# [Work task]
In the data below, how many lines include the word "road"? Give only the number.

# [Extracted entries]
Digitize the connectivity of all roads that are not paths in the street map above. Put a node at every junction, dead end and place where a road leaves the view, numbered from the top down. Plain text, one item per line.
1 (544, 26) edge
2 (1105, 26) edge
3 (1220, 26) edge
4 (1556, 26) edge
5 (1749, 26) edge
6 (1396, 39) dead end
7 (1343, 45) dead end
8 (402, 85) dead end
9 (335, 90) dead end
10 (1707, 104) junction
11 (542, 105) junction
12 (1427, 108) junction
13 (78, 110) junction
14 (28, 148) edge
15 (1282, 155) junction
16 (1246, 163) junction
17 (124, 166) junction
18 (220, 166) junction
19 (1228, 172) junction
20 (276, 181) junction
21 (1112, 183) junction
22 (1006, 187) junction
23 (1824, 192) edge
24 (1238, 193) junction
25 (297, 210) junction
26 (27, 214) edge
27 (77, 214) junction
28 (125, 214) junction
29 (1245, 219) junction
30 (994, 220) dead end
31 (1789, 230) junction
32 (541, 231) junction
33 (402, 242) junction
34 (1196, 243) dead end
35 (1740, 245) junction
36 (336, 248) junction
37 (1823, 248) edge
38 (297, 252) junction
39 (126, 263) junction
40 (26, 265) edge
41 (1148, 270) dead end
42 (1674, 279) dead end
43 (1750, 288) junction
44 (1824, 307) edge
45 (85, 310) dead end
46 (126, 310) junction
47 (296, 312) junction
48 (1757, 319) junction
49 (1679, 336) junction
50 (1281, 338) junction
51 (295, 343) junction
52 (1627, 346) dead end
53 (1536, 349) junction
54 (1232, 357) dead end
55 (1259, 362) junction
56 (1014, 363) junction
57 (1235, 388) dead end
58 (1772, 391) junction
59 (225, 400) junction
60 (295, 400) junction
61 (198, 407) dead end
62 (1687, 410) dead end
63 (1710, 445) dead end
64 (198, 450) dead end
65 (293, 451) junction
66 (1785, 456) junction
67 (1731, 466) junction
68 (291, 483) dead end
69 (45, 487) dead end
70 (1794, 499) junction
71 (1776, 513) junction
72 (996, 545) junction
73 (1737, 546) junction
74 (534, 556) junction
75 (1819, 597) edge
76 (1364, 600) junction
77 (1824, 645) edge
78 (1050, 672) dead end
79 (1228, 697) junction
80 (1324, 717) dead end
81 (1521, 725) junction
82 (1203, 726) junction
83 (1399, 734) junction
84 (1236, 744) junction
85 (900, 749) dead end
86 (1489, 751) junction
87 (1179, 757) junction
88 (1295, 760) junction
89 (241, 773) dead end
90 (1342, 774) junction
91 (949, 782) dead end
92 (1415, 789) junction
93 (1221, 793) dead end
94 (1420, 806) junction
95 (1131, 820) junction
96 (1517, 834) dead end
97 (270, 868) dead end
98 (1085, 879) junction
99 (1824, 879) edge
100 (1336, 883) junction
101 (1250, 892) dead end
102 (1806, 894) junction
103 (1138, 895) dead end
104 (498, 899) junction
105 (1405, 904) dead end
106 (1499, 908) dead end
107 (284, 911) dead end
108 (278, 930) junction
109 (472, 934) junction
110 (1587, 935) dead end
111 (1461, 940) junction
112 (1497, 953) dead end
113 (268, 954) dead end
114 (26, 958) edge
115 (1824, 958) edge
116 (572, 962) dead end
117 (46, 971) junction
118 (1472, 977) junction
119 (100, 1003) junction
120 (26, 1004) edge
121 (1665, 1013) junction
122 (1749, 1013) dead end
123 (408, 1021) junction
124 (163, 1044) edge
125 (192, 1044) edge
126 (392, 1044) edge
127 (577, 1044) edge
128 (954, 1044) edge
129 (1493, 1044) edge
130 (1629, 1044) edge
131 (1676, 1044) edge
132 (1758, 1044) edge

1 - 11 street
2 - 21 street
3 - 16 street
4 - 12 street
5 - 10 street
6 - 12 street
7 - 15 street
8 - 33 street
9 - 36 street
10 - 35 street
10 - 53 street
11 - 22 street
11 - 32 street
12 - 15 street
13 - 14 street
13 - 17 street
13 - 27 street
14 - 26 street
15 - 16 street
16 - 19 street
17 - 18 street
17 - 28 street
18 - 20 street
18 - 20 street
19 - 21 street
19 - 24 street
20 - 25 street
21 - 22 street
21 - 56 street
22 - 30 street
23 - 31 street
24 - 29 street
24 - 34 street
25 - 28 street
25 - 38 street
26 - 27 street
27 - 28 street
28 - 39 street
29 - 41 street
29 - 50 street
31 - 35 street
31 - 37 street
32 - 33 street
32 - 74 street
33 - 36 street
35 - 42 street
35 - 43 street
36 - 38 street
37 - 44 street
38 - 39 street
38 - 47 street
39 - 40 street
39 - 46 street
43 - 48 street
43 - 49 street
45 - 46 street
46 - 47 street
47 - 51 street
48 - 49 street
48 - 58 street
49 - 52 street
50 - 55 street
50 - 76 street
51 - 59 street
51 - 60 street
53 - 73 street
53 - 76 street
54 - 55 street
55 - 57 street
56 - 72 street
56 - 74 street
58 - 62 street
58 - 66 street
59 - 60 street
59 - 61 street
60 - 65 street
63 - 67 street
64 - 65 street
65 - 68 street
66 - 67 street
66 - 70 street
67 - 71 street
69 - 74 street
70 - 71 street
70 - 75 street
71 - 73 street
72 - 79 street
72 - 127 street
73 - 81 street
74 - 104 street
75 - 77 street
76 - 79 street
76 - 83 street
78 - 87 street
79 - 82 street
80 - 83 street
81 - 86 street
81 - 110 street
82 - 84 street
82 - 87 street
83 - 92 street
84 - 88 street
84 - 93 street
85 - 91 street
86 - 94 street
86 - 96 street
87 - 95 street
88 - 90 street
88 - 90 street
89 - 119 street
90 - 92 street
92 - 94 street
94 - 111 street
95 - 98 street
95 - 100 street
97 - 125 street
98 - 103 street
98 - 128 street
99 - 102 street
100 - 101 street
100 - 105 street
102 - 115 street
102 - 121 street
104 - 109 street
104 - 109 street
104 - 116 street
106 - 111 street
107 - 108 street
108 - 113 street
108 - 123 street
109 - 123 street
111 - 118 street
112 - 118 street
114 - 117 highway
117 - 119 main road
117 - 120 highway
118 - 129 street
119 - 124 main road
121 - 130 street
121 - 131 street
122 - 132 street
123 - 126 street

# [Answer section]
3